Kapitel 6

Normalerweise konnte ich Dienstage nicht ausstehen. Das letzte bisschen Erholung hatte man meist bereits komplett für den Montag aufgebraucht und bis zum Wochenende war es noch ewig hin. Als wäre das nicht schon genug, begann seit diesem Schuljahr jeder Dienstag mit neunzig Minuten drögstem Geschichtsunterricht bei Mr. Paderby, gefolgt von einem weiteren Block Französisch.

An diesem Dienstag machte mir das jedoch erstaunlich wenig aus. Als ich meinen Blick zum Fenster des U-Bahn-Waggons schweifen ließ, hinter dem dunkle Tunnelwände vorbeizischten, ertappte ich mein Spiegelbild sogar bei einem Lächeln.

Seltsam, wie viel ein paar Worte von jemand eigentlich Wildfremden bewirken konnten. Wenn die meisten Leute nichts mit dir zu tun haben wollen, dann ist das ihr Pech und nicht deine Schuld, hatte sassy-danny in seiner Mail gestern Abend noch geschrieben. Als ich das heute früh gelesen hatte, hatte mein Herz angefangen zu hüpfen wie auf einem Trampolin.

So traurig es auch war: so etwas hatte noch nie jemand zu mir gesagt, nicht mal meine Mum. Und dann war da sassy-danny, ein witziger, vorlauter und vor allem super beliebter Typ – und fand ausgerechnet mich interessant. Abgefahren.

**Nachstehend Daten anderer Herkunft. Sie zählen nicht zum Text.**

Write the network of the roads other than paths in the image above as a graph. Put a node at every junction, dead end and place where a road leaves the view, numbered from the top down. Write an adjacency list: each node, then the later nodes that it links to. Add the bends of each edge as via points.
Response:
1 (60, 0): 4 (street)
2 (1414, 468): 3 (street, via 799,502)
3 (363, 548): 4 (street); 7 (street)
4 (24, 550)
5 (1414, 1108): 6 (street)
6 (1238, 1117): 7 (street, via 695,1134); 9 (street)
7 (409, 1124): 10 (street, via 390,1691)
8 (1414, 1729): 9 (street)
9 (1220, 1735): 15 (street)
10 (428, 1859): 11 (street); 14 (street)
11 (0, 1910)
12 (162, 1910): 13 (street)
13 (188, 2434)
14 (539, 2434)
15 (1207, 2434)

Noch ein letztes Mal überflog ich die Mail, dann hielt die Tube mit einem letzten Ruck endgültig an und ich trat hinaus auf den Bahnsteig. Sollte der Dienstag doch kommen, ich war gewappnet.


Ich hatte auch noch gute Laune, als Mr. Paderby uns nach zwei mehr als überzogenen Stunden voller Zahlen und Fakten über die Rosenkrieg zwischen den Häusern York und Lancaster endlich in den Rest der Pause entließ. Selbst die Tatsache, dass er mich die ganze Zeit Henry genannt hatte, konnte das aufgeregte Kribbeln in meinem Magen nicht ersticken.

Während sich meine Klassenkameraden lärmend durch die Tür des stickigen Klassenzimmers drängelten und plappernd und lachend in den Gang schoben, packte ich in aller Ruhe meine Bücher zusammen. Ich hatte nur wenig Lust darauf, mit mehr als dreißig Sechszehn- bis Siebzehnjährigen so viel Körperkontakt zu haben wie in der U-Bahn von Tokyo.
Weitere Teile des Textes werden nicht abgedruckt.